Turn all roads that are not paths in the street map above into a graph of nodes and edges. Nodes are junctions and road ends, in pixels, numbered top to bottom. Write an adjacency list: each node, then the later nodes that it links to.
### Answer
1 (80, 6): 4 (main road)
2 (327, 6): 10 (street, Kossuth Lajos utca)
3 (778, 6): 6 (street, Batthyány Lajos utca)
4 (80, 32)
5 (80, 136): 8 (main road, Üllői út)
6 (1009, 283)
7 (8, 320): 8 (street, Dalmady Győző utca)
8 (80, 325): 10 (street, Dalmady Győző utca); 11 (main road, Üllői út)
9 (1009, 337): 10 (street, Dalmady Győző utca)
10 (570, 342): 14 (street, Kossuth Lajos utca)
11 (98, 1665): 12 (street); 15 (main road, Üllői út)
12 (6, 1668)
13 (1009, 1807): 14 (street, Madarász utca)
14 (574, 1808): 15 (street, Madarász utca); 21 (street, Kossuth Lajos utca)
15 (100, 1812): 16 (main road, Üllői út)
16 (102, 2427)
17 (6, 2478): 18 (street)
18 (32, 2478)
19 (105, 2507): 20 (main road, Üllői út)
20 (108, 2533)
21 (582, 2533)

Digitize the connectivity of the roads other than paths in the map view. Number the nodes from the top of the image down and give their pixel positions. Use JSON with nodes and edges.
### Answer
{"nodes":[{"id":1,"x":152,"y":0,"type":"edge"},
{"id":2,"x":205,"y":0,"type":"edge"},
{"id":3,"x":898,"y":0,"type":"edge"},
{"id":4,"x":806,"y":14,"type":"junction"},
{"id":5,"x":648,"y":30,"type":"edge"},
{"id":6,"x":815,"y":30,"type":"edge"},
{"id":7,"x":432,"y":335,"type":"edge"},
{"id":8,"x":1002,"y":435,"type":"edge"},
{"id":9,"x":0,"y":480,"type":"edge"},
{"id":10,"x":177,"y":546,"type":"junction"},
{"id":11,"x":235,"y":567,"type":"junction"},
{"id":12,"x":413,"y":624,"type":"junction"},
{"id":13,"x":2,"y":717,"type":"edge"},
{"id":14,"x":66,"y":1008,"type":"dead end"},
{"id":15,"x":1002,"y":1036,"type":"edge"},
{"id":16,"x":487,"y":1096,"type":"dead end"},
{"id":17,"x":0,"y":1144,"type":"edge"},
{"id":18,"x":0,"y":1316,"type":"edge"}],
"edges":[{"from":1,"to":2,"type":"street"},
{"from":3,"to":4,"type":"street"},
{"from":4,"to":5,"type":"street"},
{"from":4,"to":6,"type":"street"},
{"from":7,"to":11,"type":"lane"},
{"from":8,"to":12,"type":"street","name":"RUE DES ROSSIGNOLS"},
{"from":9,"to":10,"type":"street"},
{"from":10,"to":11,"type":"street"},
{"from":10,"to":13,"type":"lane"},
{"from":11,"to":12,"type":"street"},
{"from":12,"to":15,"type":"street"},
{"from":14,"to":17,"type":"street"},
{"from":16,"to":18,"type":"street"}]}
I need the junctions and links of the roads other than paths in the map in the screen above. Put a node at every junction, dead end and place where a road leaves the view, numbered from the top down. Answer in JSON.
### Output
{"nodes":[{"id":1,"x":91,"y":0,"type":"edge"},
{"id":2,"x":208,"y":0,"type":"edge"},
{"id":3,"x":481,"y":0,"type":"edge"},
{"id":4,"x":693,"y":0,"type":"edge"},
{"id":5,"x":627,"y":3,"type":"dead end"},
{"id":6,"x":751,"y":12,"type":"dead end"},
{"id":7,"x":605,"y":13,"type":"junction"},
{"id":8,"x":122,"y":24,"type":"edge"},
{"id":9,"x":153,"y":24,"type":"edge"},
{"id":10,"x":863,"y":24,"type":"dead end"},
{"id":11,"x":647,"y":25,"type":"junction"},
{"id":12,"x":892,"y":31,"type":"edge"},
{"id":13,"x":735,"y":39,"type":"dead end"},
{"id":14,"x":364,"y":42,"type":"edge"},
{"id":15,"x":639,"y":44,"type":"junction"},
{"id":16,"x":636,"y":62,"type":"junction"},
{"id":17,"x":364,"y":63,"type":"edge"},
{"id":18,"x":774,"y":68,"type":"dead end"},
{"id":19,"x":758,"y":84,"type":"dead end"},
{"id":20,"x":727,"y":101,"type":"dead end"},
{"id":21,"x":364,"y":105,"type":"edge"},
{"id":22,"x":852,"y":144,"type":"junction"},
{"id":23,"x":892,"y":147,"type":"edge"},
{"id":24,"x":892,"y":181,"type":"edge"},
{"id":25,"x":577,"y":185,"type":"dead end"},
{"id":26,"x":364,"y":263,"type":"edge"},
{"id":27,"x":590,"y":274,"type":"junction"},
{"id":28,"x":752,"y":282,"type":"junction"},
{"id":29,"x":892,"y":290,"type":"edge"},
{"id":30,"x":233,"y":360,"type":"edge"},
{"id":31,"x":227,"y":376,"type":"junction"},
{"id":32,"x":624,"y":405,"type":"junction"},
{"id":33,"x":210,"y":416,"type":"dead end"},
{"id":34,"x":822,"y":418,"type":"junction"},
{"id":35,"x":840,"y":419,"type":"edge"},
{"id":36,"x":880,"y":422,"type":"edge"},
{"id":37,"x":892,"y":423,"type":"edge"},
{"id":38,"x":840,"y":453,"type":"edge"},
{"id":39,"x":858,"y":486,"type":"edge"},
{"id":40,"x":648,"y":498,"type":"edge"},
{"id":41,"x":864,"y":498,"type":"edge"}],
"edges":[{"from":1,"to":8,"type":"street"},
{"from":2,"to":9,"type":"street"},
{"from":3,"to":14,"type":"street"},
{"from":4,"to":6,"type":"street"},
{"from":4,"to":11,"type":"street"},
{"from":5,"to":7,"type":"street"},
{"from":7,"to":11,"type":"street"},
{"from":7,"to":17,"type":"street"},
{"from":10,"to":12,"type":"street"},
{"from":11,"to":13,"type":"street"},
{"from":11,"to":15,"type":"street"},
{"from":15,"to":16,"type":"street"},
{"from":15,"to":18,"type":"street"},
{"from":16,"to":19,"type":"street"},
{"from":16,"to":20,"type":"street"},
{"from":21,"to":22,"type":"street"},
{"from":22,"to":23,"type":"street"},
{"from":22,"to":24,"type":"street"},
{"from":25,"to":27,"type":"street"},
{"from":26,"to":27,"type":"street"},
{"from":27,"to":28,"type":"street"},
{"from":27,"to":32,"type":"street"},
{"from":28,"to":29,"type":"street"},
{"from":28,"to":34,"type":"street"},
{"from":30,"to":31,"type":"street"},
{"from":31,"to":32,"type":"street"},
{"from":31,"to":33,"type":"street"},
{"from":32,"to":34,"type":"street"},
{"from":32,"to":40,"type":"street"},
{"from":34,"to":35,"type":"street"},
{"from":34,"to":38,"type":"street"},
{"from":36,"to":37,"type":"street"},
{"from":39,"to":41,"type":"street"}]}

→ Assignment
Give only the number of lines in the records that contain the string "Győző".

→ Your response
3